Work instructions - Take from the records below each line that holds "hafif".

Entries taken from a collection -
--- START ---

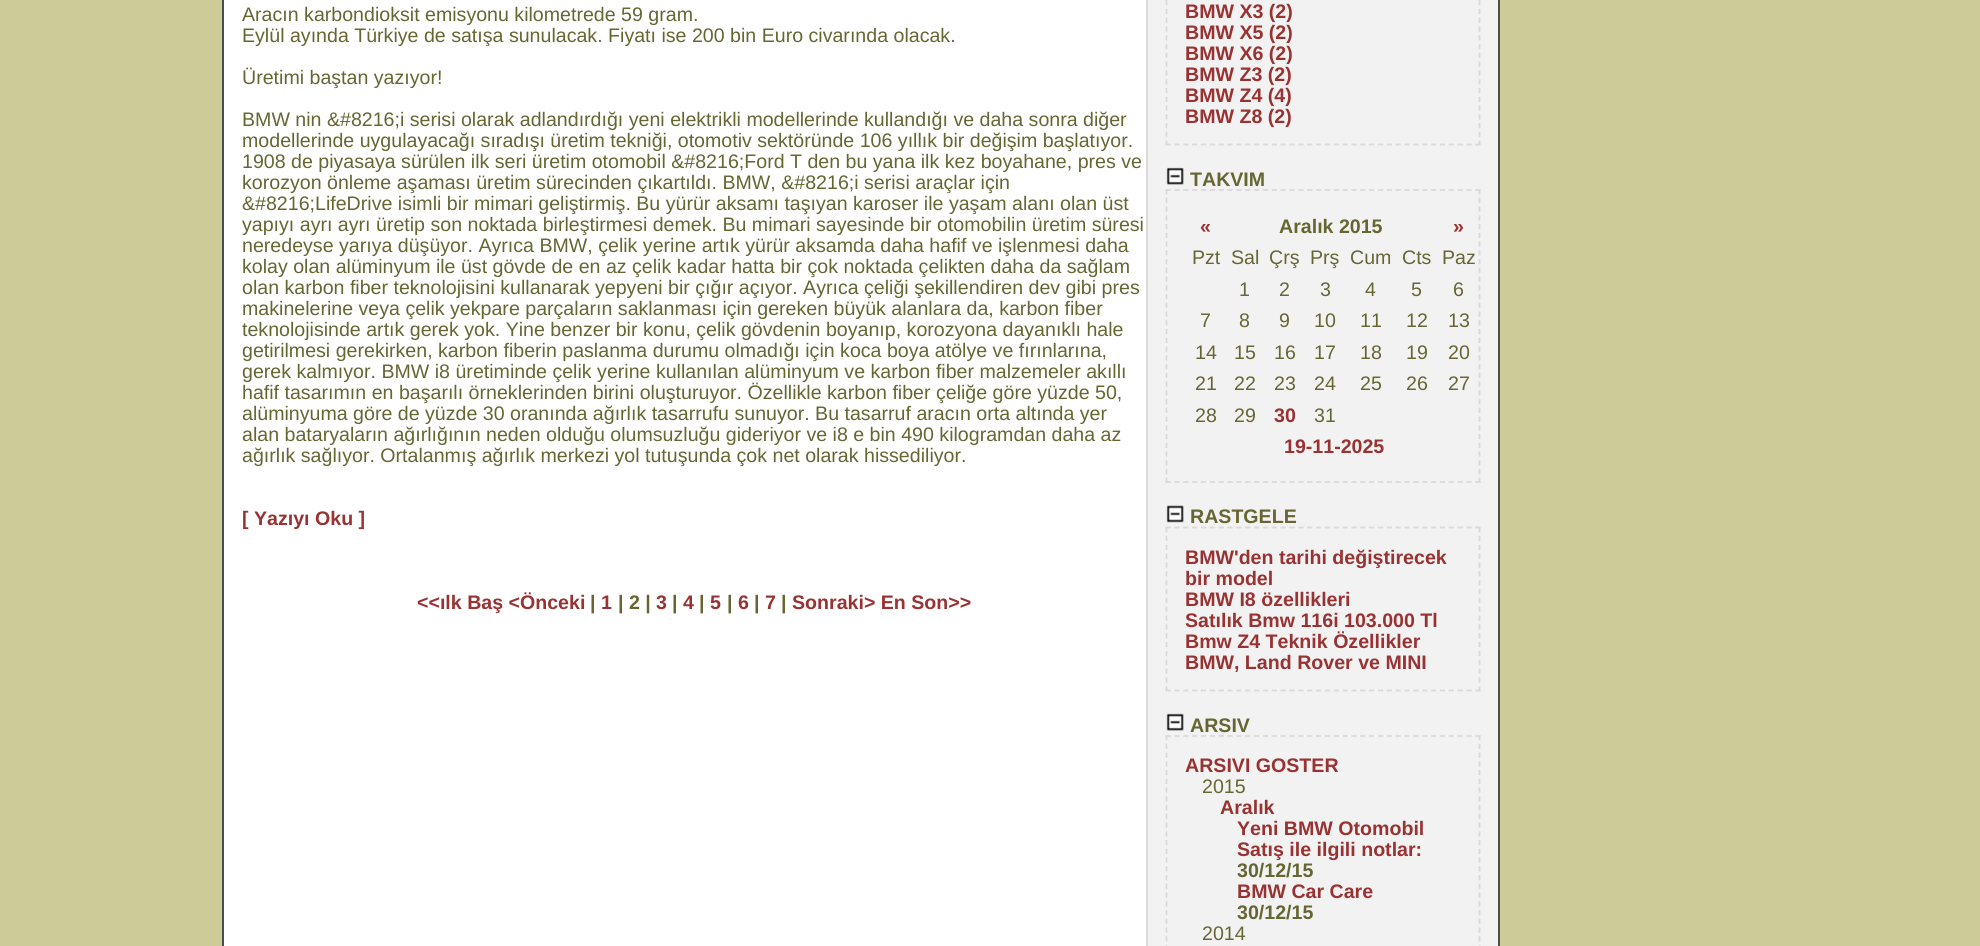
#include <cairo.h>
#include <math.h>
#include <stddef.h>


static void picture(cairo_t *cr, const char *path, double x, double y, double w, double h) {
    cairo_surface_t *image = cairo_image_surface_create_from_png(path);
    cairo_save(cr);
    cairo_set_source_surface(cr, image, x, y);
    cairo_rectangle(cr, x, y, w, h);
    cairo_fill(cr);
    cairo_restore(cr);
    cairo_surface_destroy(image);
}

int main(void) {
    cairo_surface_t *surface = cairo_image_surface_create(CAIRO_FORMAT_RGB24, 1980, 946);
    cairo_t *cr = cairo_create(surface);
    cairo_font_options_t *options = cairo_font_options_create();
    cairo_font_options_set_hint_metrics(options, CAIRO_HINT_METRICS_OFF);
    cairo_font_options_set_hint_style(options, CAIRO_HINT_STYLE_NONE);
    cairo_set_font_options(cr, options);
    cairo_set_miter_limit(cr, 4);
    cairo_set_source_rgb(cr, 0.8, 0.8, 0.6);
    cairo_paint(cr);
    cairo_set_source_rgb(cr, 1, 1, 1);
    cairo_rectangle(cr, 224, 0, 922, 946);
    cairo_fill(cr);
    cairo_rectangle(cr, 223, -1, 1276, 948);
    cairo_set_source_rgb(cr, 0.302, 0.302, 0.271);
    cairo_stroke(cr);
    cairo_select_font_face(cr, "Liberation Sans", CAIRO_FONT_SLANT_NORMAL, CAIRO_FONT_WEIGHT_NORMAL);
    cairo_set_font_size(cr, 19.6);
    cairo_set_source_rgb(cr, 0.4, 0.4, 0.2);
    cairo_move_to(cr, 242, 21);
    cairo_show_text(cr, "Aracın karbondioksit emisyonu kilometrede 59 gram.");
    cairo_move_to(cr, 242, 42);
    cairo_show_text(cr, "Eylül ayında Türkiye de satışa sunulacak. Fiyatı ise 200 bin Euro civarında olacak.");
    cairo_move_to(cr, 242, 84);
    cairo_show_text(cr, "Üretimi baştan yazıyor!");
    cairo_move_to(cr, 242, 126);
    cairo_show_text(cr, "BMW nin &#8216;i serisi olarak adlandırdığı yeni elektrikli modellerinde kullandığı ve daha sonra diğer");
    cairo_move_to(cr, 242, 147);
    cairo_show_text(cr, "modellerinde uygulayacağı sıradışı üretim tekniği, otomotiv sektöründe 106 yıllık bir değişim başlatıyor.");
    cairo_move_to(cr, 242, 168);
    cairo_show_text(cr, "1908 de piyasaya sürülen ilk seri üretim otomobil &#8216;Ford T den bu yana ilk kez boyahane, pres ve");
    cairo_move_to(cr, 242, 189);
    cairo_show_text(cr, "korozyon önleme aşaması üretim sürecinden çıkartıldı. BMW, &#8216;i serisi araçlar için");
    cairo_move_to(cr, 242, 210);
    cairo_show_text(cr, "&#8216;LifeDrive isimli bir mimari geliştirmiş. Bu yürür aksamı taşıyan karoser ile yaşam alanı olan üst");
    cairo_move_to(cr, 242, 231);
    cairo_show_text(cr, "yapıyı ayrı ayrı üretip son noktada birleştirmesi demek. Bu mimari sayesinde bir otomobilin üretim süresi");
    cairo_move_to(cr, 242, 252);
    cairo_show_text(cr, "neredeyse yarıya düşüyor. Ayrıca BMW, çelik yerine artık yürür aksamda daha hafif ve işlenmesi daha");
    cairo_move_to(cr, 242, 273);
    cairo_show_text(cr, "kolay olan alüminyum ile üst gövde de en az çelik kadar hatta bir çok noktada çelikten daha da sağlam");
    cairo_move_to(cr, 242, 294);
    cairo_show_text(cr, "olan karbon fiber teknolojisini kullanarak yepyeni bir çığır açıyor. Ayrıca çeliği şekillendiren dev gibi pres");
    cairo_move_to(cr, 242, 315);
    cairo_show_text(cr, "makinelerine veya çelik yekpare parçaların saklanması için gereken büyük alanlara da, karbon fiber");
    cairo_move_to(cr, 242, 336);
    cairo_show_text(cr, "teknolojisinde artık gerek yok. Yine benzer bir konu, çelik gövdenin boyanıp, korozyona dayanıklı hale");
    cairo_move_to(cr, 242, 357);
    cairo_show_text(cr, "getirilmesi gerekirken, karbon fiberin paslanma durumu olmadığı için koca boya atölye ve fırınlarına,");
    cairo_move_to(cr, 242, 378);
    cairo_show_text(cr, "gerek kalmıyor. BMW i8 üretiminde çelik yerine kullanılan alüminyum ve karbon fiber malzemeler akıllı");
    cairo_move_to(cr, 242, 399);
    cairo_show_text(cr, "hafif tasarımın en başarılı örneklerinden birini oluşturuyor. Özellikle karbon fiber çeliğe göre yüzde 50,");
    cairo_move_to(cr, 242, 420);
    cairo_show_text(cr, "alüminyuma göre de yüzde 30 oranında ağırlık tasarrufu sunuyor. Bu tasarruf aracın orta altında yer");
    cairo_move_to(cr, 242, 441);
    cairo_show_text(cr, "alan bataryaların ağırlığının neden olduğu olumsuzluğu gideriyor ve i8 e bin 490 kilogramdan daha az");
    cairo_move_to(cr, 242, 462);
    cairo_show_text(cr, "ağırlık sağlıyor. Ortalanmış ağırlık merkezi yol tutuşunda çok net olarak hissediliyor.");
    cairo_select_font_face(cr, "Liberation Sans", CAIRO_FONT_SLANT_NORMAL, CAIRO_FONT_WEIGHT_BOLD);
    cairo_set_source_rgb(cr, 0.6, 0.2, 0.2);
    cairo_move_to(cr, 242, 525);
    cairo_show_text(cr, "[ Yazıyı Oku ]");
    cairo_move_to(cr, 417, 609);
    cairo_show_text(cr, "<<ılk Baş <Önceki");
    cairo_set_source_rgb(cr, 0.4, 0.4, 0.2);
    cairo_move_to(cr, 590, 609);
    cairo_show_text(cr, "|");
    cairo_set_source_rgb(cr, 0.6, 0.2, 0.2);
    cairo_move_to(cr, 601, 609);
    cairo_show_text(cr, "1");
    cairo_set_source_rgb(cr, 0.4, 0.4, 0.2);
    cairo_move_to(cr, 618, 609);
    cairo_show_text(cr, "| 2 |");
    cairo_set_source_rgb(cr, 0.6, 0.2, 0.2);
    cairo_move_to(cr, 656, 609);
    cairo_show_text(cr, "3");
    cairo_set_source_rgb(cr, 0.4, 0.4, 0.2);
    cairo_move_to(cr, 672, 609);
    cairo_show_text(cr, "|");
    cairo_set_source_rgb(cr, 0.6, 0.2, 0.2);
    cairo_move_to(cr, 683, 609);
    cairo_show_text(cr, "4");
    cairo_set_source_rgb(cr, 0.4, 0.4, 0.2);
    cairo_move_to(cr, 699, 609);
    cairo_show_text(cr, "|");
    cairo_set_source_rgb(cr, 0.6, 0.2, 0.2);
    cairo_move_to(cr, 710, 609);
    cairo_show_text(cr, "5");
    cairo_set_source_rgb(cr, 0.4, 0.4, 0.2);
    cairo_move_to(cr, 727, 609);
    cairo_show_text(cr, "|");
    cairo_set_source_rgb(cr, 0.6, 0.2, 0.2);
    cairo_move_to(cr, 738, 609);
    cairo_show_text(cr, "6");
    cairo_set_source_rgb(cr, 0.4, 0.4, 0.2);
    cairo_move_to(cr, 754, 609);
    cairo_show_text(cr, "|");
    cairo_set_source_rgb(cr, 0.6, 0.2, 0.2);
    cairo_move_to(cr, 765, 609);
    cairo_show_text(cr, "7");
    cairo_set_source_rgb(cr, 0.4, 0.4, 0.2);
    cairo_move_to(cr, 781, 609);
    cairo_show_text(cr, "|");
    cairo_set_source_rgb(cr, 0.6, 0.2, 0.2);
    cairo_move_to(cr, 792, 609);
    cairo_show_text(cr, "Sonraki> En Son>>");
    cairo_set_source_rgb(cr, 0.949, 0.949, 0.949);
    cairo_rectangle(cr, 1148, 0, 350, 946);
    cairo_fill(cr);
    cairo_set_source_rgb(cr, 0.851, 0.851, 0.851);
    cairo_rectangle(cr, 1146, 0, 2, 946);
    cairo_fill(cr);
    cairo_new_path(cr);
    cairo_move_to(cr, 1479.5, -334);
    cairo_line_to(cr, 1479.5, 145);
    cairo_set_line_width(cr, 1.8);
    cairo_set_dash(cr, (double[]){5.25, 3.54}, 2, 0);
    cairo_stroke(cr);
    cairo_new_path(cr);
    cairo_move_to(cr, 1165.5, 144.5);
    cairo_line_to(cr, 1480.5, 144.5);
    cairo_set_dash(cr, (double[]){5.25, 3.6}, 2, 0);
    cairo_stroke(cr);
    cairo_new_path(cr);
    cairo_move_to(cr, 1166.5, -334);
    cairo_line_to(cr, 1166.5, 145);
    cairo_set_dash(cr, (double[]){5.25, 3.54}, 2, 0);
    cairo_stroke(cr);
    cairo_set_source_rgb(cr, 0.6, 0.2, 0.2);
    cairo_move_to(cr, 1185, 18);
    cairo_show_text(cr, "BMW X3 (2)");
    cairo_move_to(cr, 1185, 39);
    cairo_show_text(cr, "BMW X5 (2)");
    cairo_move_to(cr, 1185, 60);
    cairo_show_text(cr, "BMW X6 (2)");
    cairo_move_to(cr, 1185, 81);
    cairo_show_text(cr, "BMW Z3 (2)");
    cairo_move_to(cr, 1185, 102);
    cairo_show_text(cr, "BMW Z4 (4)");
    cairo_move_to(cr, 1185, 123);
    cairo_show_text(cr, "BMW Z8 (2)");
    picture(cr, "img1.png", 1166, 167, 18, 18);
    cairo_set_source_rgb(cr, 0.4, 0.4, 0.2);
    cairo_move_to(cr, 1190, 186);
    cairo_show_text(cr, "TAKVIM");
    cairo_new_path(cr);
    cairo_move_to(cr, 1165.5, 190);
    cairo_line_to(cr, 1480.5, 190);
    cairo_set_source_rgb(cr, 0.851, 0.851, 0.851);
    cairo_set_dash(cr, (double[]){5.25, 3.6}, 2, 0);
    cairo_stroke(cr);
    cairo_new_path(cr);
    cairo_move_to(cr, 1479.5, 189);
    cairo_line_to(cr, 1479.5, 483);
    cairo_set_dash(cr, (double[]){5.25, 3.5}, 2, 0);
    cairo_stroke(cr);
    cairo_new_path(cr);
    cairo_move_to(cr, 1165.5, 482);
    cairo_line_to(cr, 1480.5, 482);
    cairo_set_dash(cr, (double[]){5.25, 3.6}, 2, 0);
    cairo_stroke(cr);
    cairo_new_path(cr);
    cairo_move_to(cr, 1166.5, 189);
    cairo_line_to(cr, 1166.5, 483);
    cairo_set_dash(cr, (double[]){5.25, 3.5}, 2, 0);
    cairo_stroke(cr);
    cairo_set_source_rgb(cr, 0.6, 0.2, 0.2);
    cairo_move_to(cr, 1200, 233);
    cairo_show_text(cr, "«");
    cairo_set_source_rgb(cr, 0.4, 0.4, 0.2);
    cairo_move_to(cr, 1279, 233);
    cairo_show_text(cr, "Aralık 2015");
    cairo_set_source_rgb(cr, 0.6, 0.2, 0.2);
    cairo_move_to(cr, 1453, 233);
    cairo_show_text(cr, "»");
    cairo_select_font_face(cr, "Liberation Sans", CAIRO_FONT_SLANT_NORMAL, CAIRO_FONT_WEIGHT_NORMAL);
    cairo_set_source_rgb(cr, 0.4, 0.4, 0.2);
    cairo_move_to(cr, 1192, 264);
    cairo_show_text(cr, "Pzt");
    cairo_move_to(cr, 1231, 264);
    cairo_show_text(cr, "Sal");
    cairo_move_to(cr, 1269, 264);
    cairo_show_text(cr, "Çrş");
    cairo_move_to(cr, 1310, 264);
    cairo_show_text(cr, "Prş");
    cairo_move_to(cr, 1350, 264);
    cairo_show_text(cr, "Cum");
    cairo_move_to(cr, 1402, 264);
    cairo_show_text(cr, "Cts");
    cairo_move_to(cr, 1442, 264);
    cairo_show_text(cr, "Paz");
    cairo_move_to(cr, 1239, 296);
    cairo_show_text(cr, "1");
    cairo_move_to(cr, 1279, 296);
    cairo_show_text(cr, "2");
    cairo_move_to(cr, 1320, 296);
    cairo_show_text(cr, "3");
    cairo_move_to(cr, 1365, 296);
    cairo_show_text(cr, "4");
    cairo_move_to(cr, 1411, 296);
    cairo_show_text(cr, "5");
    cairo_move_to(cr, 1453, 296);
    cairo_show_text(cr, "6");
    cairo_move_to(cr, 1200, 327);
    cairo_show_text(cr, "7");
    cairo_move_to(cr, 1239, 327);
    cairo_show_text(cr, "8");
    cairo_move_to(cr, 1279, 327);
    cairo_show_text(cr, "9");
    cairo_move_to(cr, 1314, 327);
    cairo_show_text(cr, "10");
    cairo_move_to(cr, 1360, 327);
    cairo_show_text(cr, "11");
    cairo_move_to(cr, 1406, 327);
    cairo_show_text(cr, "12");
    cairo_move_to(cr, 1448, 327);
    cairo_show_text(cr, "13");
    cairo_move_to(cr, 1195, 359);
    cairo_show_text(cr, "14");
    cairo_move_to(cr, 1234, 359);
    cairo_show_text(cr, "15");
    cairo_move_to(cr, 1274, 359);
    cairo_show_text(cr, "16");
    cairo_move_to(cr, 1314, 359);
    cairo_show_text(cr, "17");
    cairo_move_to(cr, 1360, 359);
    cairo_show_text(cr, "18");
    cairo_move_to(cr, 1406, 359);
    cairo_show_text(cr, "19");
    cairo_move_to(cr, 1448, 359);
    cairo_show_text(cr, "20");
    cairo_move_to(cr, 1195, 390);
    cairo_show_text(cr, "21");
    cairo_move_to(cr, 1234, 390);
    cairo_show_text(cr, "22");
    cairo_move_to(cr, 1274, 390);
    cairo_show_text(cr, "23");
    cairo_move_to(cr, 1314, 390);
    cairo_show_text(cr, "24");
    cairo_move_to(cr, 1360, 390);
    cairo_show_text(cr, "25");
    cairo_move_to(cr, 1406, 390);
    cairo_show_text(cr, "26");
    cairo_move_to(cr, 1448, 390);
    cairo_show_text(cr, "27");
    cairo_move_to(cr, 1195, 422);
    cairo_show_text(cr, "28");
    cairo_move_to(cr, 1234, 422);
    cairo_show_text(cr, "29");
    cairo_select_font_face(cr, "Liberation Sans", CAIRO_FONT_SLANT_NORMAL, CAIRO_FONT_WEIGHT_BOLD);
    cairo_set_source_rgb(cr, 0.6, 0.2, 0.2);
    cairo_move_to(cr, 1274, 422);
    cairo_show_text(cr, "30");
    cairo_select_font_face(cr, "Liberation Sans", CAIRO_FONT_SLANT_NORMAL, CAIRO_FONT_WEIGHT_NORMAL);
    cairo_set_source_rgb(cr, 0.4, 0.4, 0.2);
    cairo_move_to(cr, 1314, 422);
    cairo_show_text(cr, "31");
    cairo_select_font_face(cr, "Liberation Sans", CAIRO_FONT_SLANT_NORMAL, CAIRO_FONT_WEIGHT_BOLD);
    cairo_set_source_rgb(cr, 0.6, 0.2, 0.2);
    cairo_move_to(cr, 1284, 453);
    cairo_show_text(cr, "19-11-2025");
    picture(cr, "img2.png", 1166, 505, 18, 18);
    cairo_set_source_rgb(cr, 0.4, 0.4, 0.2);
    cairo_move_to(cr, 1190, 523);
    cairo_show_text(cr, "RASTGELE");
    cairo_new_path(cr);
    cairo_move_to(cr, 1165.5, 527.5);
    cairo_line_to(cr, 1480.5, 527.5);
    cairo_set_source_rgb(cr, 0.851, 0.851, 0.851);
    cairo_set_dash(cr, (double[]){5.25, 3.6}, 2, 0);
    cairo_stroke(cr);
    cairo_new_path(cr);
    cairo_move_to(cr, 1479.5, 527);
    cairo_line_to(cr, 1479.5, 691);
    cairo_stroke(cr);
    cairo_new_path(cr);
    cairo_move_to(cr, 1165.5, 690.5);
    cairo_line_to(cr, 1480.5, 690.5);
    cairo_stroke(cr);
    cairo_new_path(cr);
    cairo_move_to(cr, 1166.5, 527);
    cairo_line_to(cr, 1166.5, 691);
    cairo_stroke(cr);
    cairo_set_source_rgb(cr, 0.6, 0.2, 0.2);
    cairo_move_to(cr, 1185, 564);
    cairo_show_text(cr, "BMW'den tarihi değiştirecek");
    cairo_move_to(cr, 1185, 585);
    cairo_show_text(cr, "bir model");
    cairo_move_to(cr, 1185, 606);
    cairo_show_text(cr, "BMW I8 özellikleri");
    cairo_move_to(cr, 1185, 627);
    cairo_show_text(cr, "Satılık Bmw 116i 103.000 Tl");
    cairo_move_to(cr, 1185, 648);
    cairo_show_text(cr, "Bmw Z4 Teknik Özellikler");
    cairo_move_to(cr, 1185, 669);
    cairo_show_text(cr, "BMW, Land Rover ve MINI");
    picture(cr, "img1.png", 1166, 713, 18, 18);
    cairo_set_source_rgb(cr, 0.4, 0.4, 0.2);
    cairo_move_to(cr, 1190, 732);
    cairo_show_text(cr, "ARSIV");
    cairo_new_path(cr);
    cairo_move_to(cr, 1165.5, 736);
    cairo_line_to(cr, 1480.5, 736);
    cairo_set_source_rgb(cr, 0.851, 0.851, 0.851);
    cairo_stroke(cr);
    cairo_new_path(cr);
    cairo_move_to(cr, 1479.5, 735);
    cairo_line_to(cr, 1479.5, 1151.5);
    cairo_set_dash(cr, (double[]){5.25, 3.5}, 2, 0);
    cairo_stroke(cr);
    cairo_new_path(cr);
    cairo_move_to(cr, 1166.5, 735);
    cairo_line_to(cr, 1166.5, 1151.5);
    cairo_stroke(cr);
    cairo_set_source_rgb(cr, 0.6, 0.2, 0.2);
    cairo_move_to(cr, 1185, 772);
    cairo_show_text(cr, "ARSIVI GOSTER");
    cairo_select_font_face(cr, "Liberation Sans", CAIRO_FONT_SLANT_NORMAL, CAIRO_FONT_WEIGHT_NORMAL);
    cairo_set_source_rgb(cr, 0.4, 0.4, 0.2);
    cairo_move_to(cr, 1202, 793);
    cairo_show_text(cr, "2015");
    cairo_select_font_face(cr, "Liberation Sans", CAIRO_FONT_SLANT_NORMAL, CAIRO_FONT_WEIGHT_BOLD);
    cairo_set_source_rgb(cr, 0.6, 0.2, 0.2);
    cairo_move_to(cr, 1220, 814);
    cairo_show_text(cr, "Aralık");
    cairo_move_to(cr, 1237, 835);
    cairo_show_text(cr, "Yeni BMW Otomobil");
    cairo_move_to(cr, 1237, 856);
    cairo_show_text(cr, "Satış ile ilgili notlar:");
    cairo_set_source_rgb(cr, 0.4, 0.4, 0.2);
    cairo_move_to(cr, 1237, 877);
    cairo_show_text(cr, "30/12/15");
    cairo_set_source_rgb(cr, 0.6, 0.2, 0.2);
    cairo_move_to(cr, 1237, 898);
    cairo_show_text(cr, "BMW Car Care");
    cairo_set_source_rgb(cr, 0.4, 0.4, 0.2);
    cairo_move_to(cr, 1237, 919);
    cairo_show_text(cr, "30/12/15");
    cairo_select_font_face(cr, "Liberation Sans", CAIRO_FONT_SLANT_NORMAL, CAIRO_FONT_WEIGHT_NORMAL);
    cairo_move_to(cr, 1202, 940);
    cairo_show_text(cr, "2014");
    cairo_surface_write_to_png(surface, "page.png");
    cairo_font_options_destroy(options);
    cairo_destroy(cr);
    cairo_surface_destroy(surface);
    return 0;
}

--- END ---

Response area -
    cairo_show_text(cr, "neredeyse yarıya düşüyor. Ayrıca BMW, çelik yerine artık yürür aksamda daha hafif ve işlenmesi daha");
    cairo_show_text(cr, "hafif tasarımın en başarılı örneklerinden birini oluşturuyor. Özellikle karbon fiber çeliğe göre yüzde 50,");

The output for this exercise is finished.